» EXERCISE DATA
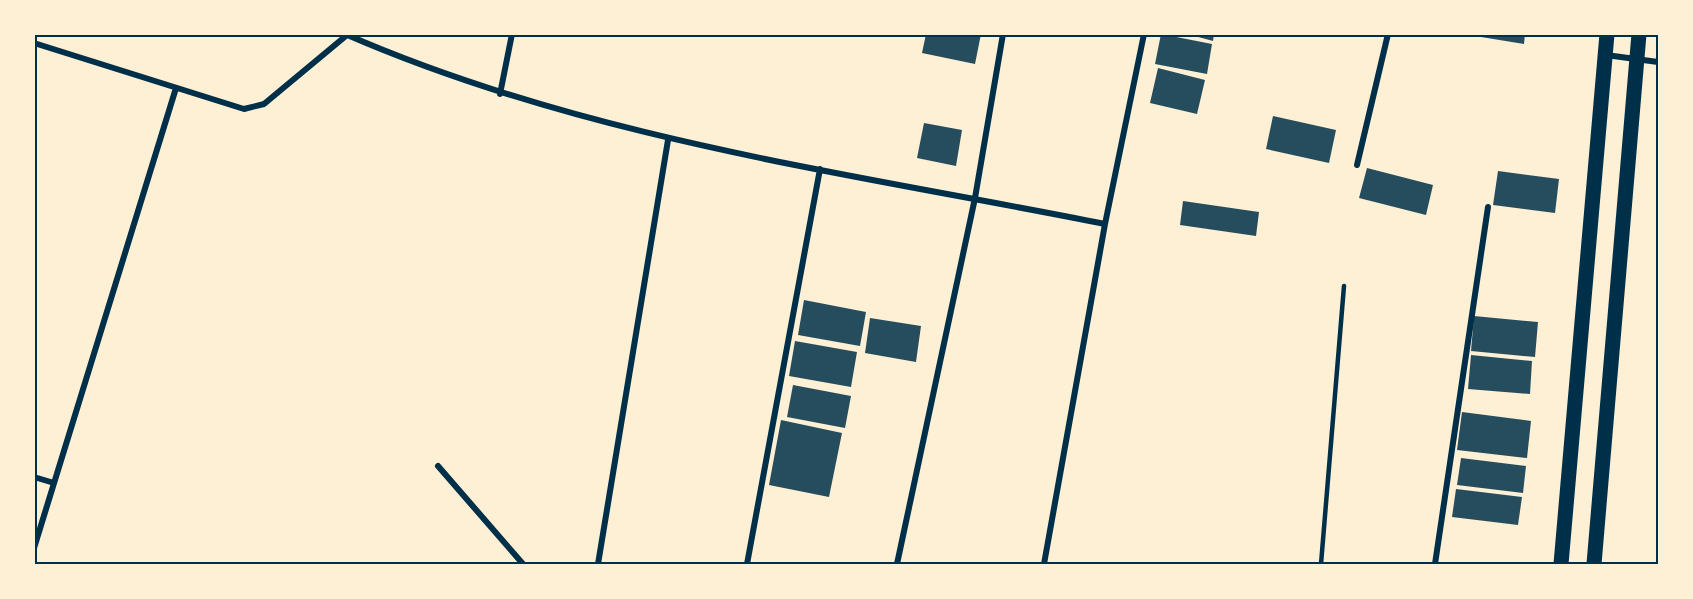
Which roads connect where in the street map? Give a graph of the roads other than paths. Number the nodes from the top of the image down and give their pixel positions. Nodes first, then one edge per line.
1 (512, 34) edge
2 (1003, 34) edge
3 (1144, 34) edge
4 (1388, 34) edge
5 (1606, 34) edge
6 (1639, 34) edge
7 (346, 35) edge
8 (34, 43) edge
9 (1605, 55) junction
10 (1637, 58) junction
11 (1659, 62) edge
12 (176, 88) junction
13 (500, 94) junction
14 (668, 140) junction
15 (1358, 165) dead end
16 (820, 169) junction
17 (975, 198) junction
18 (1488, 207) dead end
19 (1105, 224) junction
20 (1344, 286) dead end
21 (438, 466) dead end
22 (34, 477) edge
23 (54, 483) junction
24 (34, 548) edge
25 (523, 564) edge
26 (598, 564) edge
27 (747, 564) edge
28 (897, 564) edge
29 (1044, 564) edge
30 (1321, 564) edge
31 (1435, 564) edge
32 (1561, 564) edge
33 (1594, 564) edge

» BRIEF
Repeat the material exactly as it reads, without any of its pictures.

» EXERCISE ANSWER
Which roads connect where in the street map? Give a graph of the roads other than paths. Number the nodes from the top of the image down and give their pixel positions. Nodes first, then one edge per line.
1 (512, 34) edge
2 (1003, 34) edge
3 (1144, 34) edge
4 (1388, 34) edge
5 (1606, 34) edge
6 (1639, 34) edge
7 (346, 35) edge
8 (34, 43) edge
9 (1605, 55) junction
10 (1637, 58) junction
11 (1659, 62) edge
12 (176, 88) junction
13 (500, 94) junction
14 (668, 140) junction
15 (1358, 165) dead end
16 (820, 169) junction
17 (975, 198) junction
18 (1488, 207) dead end
19 (1105, 224) junction
20 (1344, 286) dead end
21 (438, 466) dead end
22 (34, 477) edge
23 (54, 483) junction
24 (34, 548) edge
25 (523, 564) edge
26 (598, 564) edge
27 (747, 564) edge
28 (897, 564) edge
29 (1044, 564) edge
30 (1321, 564) edge
31 (1435, 564) edge
32 (1561, 564) edge
33 (1594, 564) edge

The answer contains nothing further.